C’est bien agréable. Enfin, j’aimerais que tu viennes voir tout cela bientôt.

Tu me manques

Je t’embrasse
* * *

Le progrès avait été pensé comme une course infinie, une sorte d’arbre génétique inversé, toutes les alternatives devaient progressivement se restreindre ou disparaître pour qu’il n’y ait, au bout du bout, qu’un seul point d’arrivée situé quelque part sur la ligne d’horizon d’un imaginaire matérialiste et productiviste. Les différentes branches du progrès venaient s’agréger les unes aux autres, l’invention de la machine était devenue le seul fonctionnement possible de l’usine puisqu’il fallait produire et que c’était là le meilleur moyen pour le faire. L’industrie agroalimentaire était sans doute l’exemple le plus probant du XXe siècle de cette spirale infernale du progrès : un cercle vicieux conduisant inévitablement à un appauvrissement des sols rendant nécessaire l’utilisation de pesticides, d’engrais et d’OGM. Le nom même d’industrie agroalimentaire en indiquait le caractère hors-sol et la masse monstrueuse du progrès, empêchait de voir, derrière, la possibilité du potager.

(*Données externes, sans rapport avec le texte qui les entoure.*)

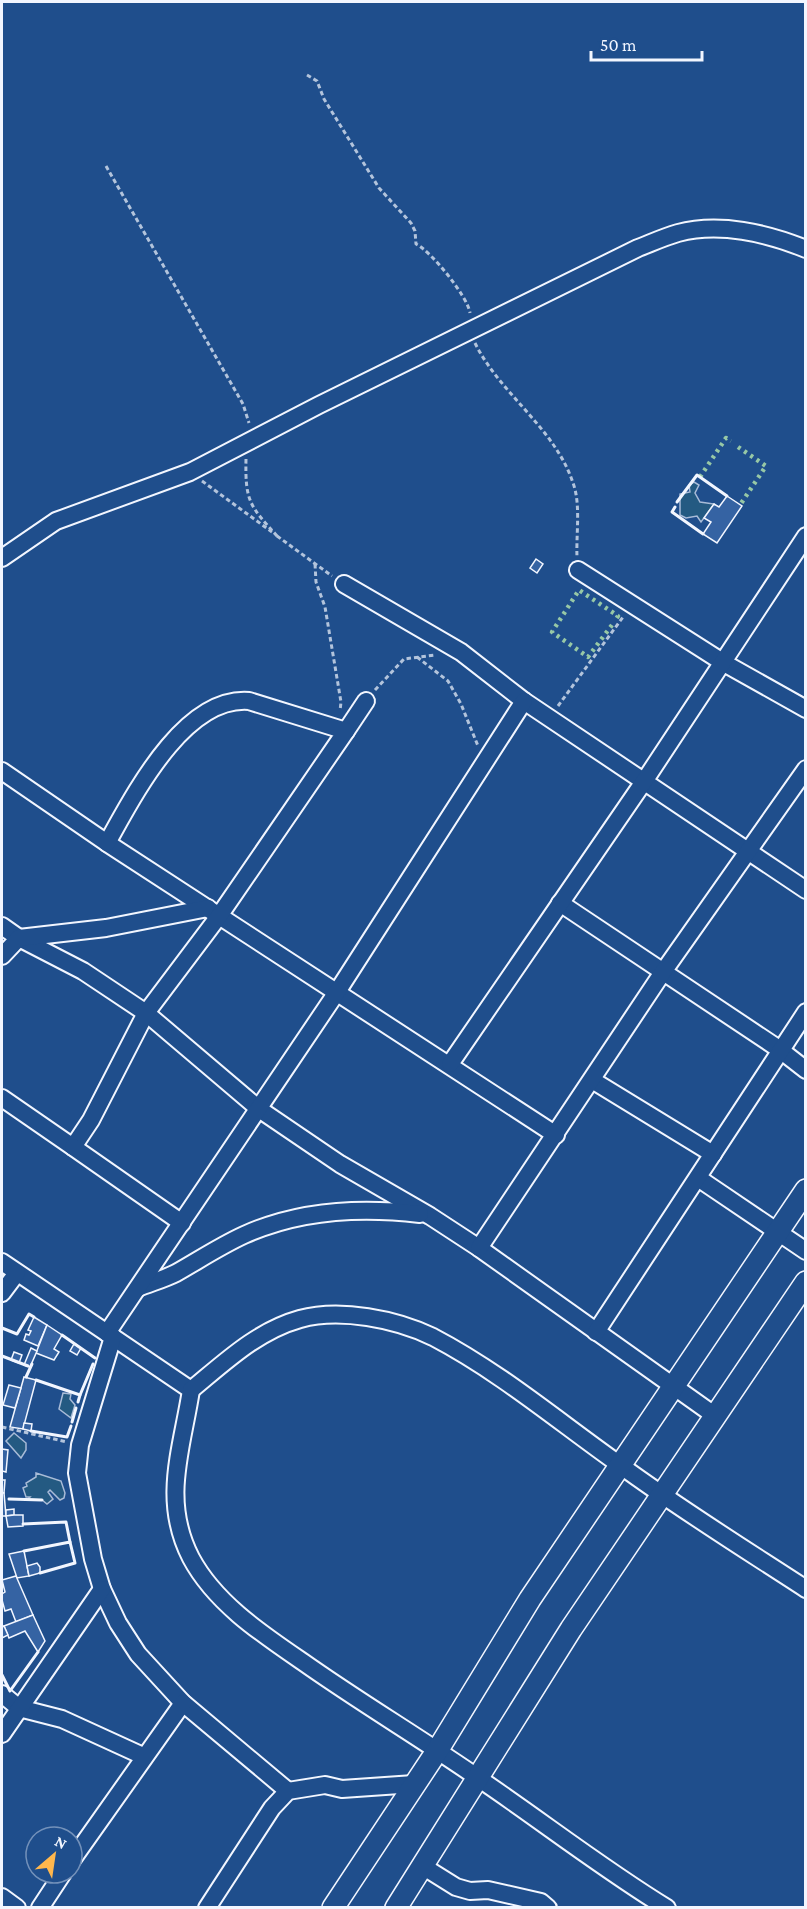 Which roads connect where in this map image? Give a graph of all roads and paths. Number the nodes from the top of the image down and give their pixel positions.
1 (307, 75) dead end
2 (106, 166) dead end
3 (806, 249) edge
4 (471, 329) junction
5 (247, 442) junction
6 (190, 472) junction
7 (806, 536) edge
8 (278, 537) junction
9 (2, 558) edge
10 (315, 564) junction
11 (578, 570) joint
12 (344, 584) joint
13 (632, 606) junction
14 (461, 652) junction
15 (417, 657) junction
16 (724, 663) junction
17 (366, 701) joint
18 (524, 702) junction
19 (806, 709) edge
20 (550, 718) junction
21 (340, 729) junction
22 (487, 759) junction
23 (806, 769) edge
24 (2, 771) edge
25 (645, 780) junction
26 (107, 843) junction
27 (749, 851) junction
28 (806, 890) edge
29 (560, 903) junction
30 (213, 912) junction
31 (2, 926) edge
32 (19, 938) junction
33 (2, 956) edge
34 (663, 972) junction
35 (337, 992) junction
36 (806, 1012) edge
37 (146, 1013) junction
38 (779, 1049) junction
39 (450, 1064) junction
40 (806, 1070) edge
41 (592, 1080) junction
42 (2, 1098) edge
43 (259, 1109) junction
44 (556, 1135) junction
45 (72, 1147) junction
46 (713, 1154) junction
47 (698, 1178) junction
48 (806, 1190) edge
49 (430, 1216) junction
50 (182, 1223) junction
51 (776, 1232) junction
52 (479, 1248) junction
53 (806, 1251) edge
54 (2, 1262) edge
55 (17, 1273) junction
56 (806, 1282) edge
57 (138, 1288) junction
58 (2, 1293) edge
59 (596, 1332) junction
60 (110, 1335) junction
61 (672, 1387) junction
62 (191, 1390) junction
63 (714, 1416) junction
64 (2, 1427) edge
65 (80, 1445) junction
66 (620, 1466) junction
67 (661, 1494) junction
68 (102, 1589) junction
69 (806, 1589) edge
70 (2, 1694) edge
71 (183, 1703) junction
72 (19, 1708) junction
73 (2, 1734) edge
74 (437, 1751) junction
75 (143, 1756) junction
76 (479, 1778) junction
77 (414, 1784) junction
78 (288, 1791) junction
79 (84, 1842) edge
80 (424, 1867) junction
81 (55, 1885) edge
82 (2, 1897) edge
83 (17, 1908) edge
84 (39, 1908) edge
85 (207, 1908) edge
86 (333, 1908) edge
87 (396, 1908) edge
88 (548, 1908) edge
89 (668, 1908) edge

1 - 4 path
2 - 5 path
3 - 4 street
4 - 5 street
4 - 11 path
5 - 6 street
5 - 8 path
6 - 8 path
6 - 9 street
7 - 16 street
8 - 10 path
10 - 12 path
10 - 21 path
11 - 13 street
12 - 14 street
13 - 16 street
13 - 20 path
14 - 15 path
14 - 18 street
15 - 17 path
15 - 22 path
16 - 19 street
16 - 25 street
17 - 21 street
18 - 20 street
18 - 22 street
20 - 25 street
21 - 26 street
21 - 30 street
22 - 35 street
23 - 27 street
24 - 26 street
25 - 27 street
25 - 29 street
26 - 30 street
27 - 28 street
27 - 34 street
29 - 34 street
29 - 39 street
30 - 32 street
30 - 35 street
30 - 37 street
31 - 32 street
32 - 33 street
32 - 37 street
34 - 38 street
34 - 41 street
35 - 39 street
35 - 43 street
36 - 38 street
37 - 43 street
37 - 45 street
38 - 40 street
38 - 46 street
39 - 44 street
41 - 44 street
41 - 46 street
42 - 45 street
43 - 49 street
43 - 50 street
44 - 52 street
45 - 50 street
46 - 47 street
47 - 51 street
47 - 59 street
48 - 51 main road
49 - 52 street
49 - 57 street
50 - 57 street
51 - 53 street
51 - 61 main road
52 - 59 street
54 - 55 street
55 - 58 street
55 - 60 street
56 - 63 main road
57 - 60 street
59 - 61 street
60 - 62 street
60 - 65 street
61 - 63 street
61 - 66 main road
62 - 66 street
62 - 74 street
63 - 67 main road
64 - 65 path
65 - 68 street
66 - 67 street
66 - 74 main road
67 - 69 street
67 - 76 main road
68 - 71 street
68 - 72 street
70 - 72 street
71 - 75 street
71 - 78 street
72 - 73 street
72 - 75 street
74 - 76 street
74 - 77 main road
75 - 79 street
76 - 80 main road
76 - 89 street
77 - 78 street
77 - 86 main road
78 - 85 street
80 - 87 main road
80 - 88 street
81 - 84 street
82 - 83 street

Le « bouleversement » avait permis de détruire ce système à sens unique. En offrant un espace de réflexion, en donnant du temps au développement d’alternatives, en laissant respirer d’autres idées, en interrompant les projets du progrès, il avait permis de rétablir la pluralité des possibles et la diversité des structures sociales.
* * *

Face à l’étrange et foisonnante végétation et aux installations insolites du jardin des plantes, sollicitée par sa fille qui tirait sur sa robe pour lui montrer l’escargot qu’elle venait d’apercevoir derrière le caillou, interpelée par la disproportion entre son temps de vie à elle et celui de ce Séquoia, Rachel se prit à penser.